In order to test the validity of TPE-PDT in AMD treatment, a model system has to be created that can be utilized to mimic several factors found in wet AMD. First the model must have blood vessels that are relatively the same size as those found in the human eye during wet AMD. Second, the blood vessels must be undergoing rapid angiogenesis. Third, the vessels preferably should be found in a relatively clear tissue that resembles the transparent retinal tissue. Finally, it should be possible to induce leaks in these vessels. The chorioallantoic membrane (CAM) of the chicken embryo meets all of these criteria. The CAM is also a good model because this membrane has been extensively studied in the past and has a wide range of applications, including tumor growth and blood vessel analysis.10 The experimental techniques and conditions involved in developing the CAM as an angiogenesis model have been well documented and tested.11 12 13 14 15 The chicken embryo has a short gestation period and the embryo itself is easily manipulated.
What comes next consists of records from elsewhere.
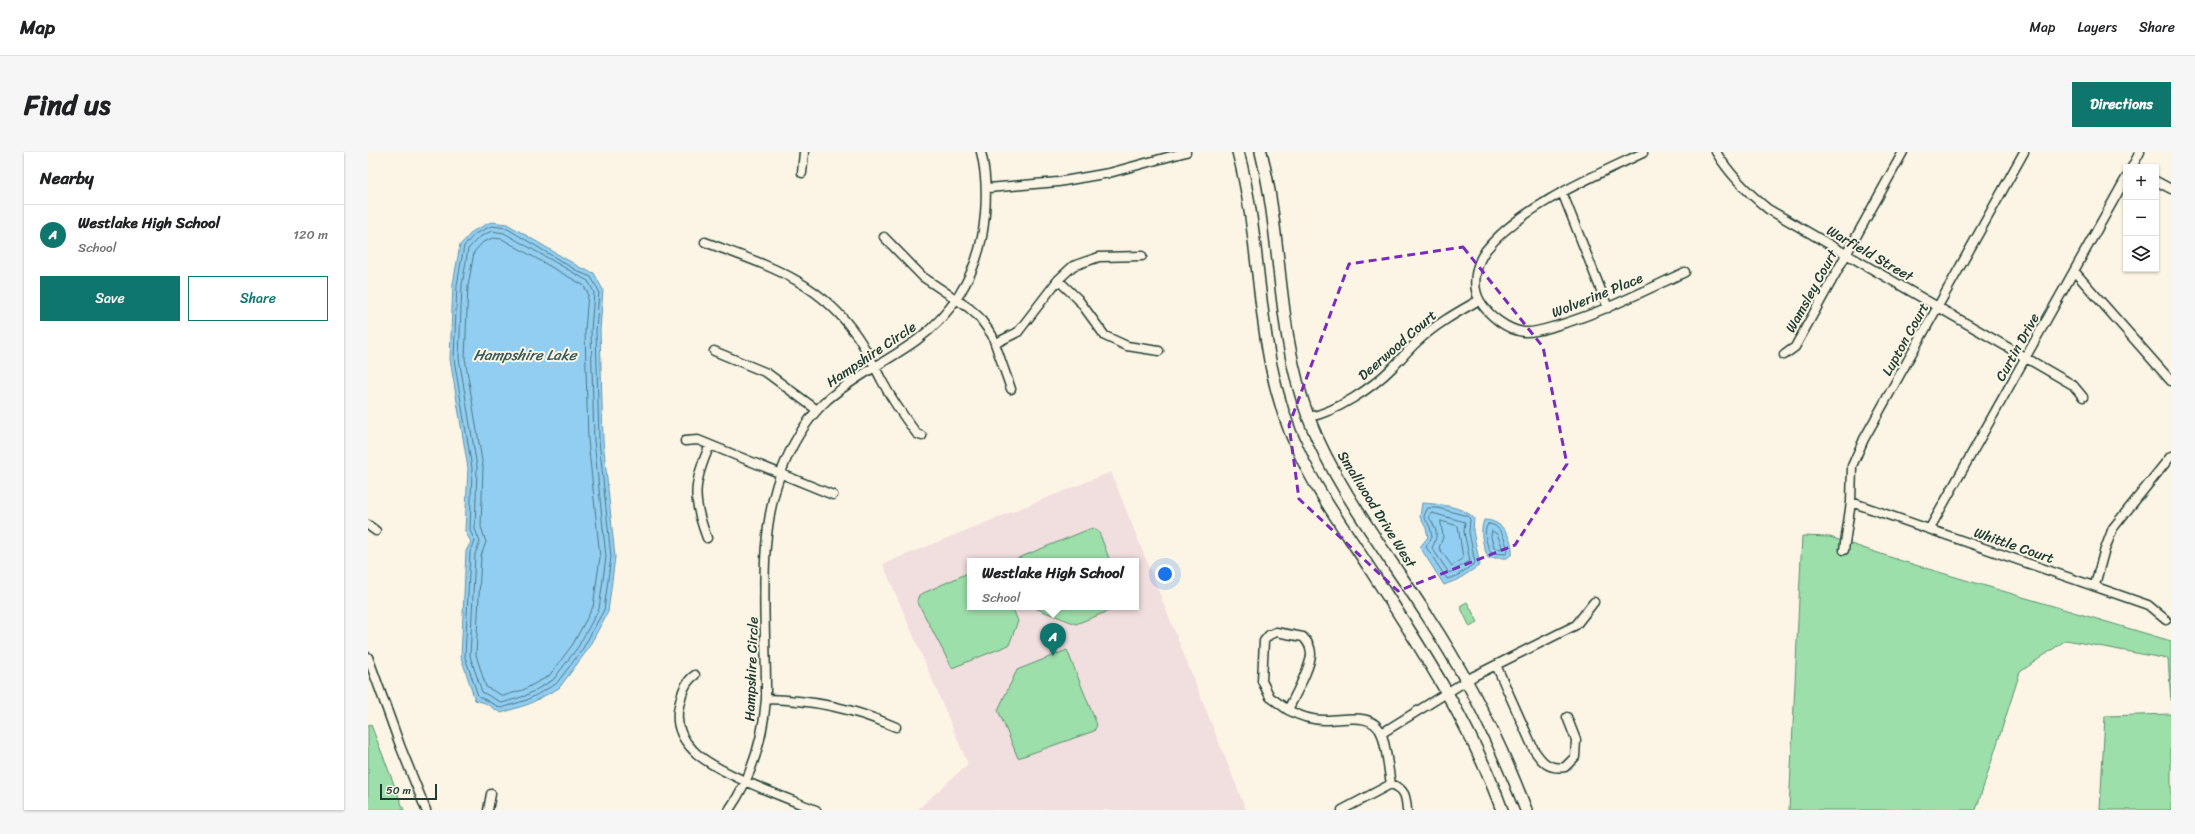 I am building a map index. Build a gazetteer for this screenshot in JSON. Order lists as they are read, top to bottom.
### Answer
{
  "streets": {
    "street": [
      "Warfield Street",
      "Wamsley Court",
      "Wolverine Place",
      "Lupton Court",
      "Deerwood Court",
      "Curtin Drive",
      "Hampshire Circle",
      "Smallwood Drive West",
      "Whittle Court"
    ]
  },
  "crossings": [
    ["Warfield Street", "Wamsley Court"],
    ["Warfield Street", "Lupton Court"],
    ["Warfield Street", "Curtin Drive"],
    ["Wolverine Place", "Deerwood Court"],
    ["Lupton Court", "Whittle Court"],
    ["Deerwood Court", "Smallwood Drive West"],
    ["Curtin Drive", "Whittle Court"]
  ],
  "water": ["Hampshire Lake"],
  "scale_bar": "50 m",
  "page": {
    "header": "Map",
    "nav": ["Map", "Layers", "Share"],
    "title": "Find us",
    "buttons": [
      "Directions",
      ["Save", "Share"]
    ],
    "heading": "Nearby",
    "map_buttons": ["+", "−"],
    "list": [
      {
        "mark": "A",
        "name": "Westlake High School",
        "note": "School",
        "value": "120 m"
      }
    ],
    "popup": ["Westlake High School", "School"],
    "pins": "A",
    "scale": "50 m"
  }
}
The CAM is a highly vascularized, transparent, extraembryonic membrane that grows against the inner wall of the developing chicken egg. It develops between days 3 and 12 of the gestation period, and undergoes rapid angiogenesis between days 5 and 9.16 Another type of vessel development, intussusceptive capillary growth, occurs between days 8 and 12 and is followed by a period of vessel expansion.16 The CAM aids the developing embryo in nutrient and waste exchange with the atmosphere, especially calcium uptake from the shell and electrolyte transport from the allantoic sac.17 18 The CAM is formed from three layers of tissue: the chorionic epithelium, the mesoderm, and the allantoic epithelium (Fig. 1).19 The chorionic epithelium lies proximal to the shell and is derived from the chorionic ectoderm, while the mesoderm is the center tissue and consists of a highly branched vascular system that undergoes rapid angiogenesis during development. The allantoic epithelium lies distal to the shell and is derived from the allantoic ectoderm. As the CAM develops and surrounds the entire inner shell, the vasculature extends from the mesoderm into the chorionic epithelium for more efficient nutrient exchange.
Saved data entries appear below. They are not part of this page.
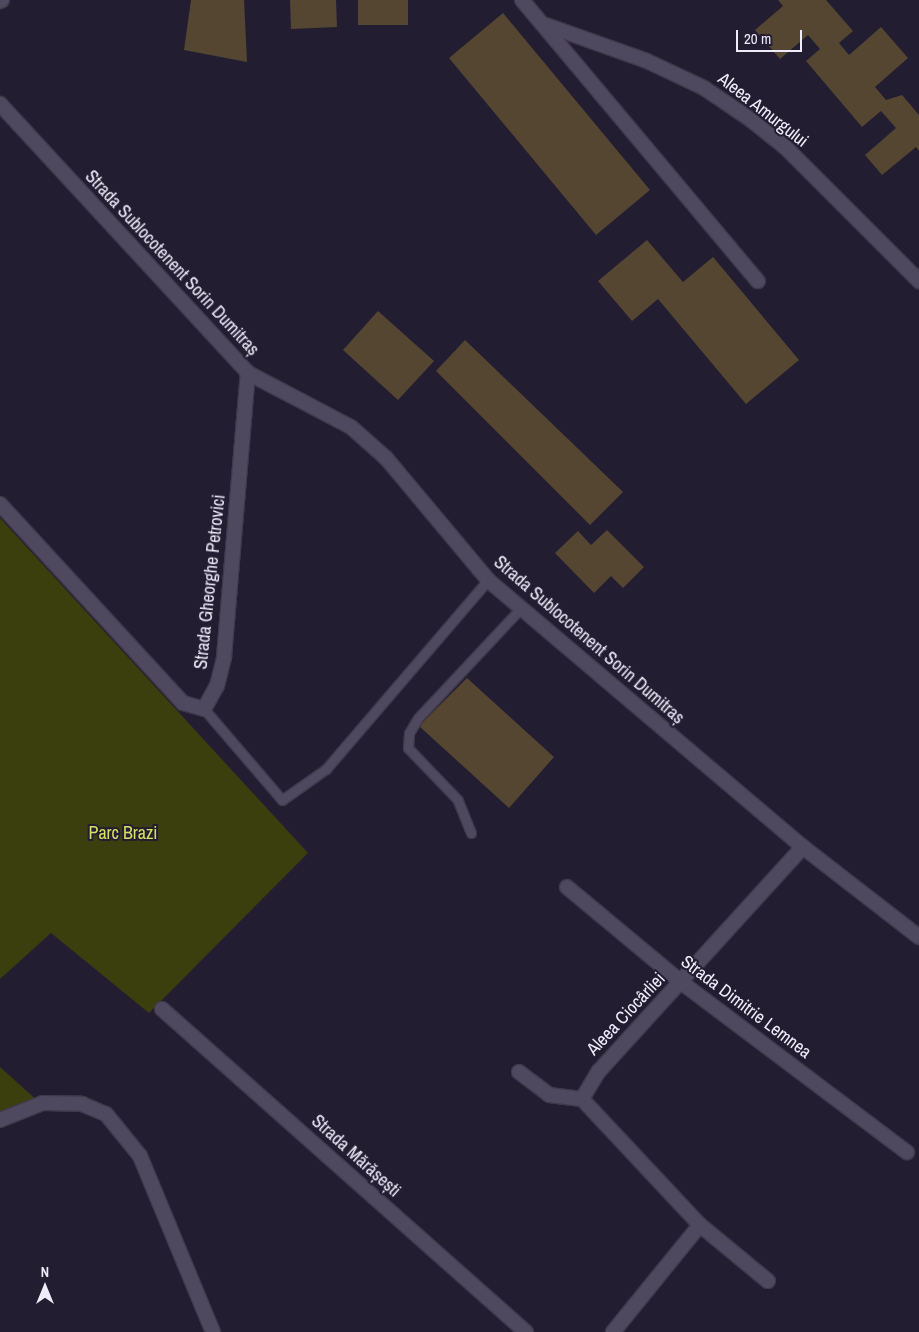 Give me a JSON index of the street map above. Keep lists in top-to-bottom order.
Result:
{
  "streets": {
    "street": [
      "Aleea Amurgului",
      "Strada Sublocotenent Sorin Dumitraș",
      "Strada Gheorghe Petrovici",
      "Strada Dimitrie Lemnea",
      "Aleea Ciocârliei",
      "Strada Mărășești"
    ]
  },
  "crossings": [
    ["Strada Sublocotenent Sorin Dumitraș", "Strada Gheorghe Petrovici"],
    ["Strada Sublocotenent Sorin Dumitraș", "Aleea Ciocârliei"],
    ["Strada Dimitrie Lemnea", "Aleea Ciocârliei"]
  ],
  "parks": ["Parc Brazi"],
  "scale_bar": "20 m",
  "north": "top"
}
The CAM model has been previously investigated using OPE-PDT.20 21 22 23 Several groups have used the CAM to assay topically applied photosensitizing drugs in vivo.20 22 23 Another more recent study (2001) performed by Lange et al.;21 tested the efficacy of several OPE-PDT photosensitizers by intravenous injection in the 12 to 13-day CAM. It was found that vasoconstriction and complete vessel closure could be induced in the CAM by irradiation with OPE light, while not affecting the structure and function of the vessels that were not irradiated. Although this paper provides a strong case for the use of the CAM as a PDT drug-screening model for AMD, intravenous TPE-PDT drug characterization can be better modeled using younger chicken embryos in which the CAM is still undergoing rapid angiogenesis (e.g., days 8 to 9). The challenge is the development of injections and monitoring protocols for TPE-PDT.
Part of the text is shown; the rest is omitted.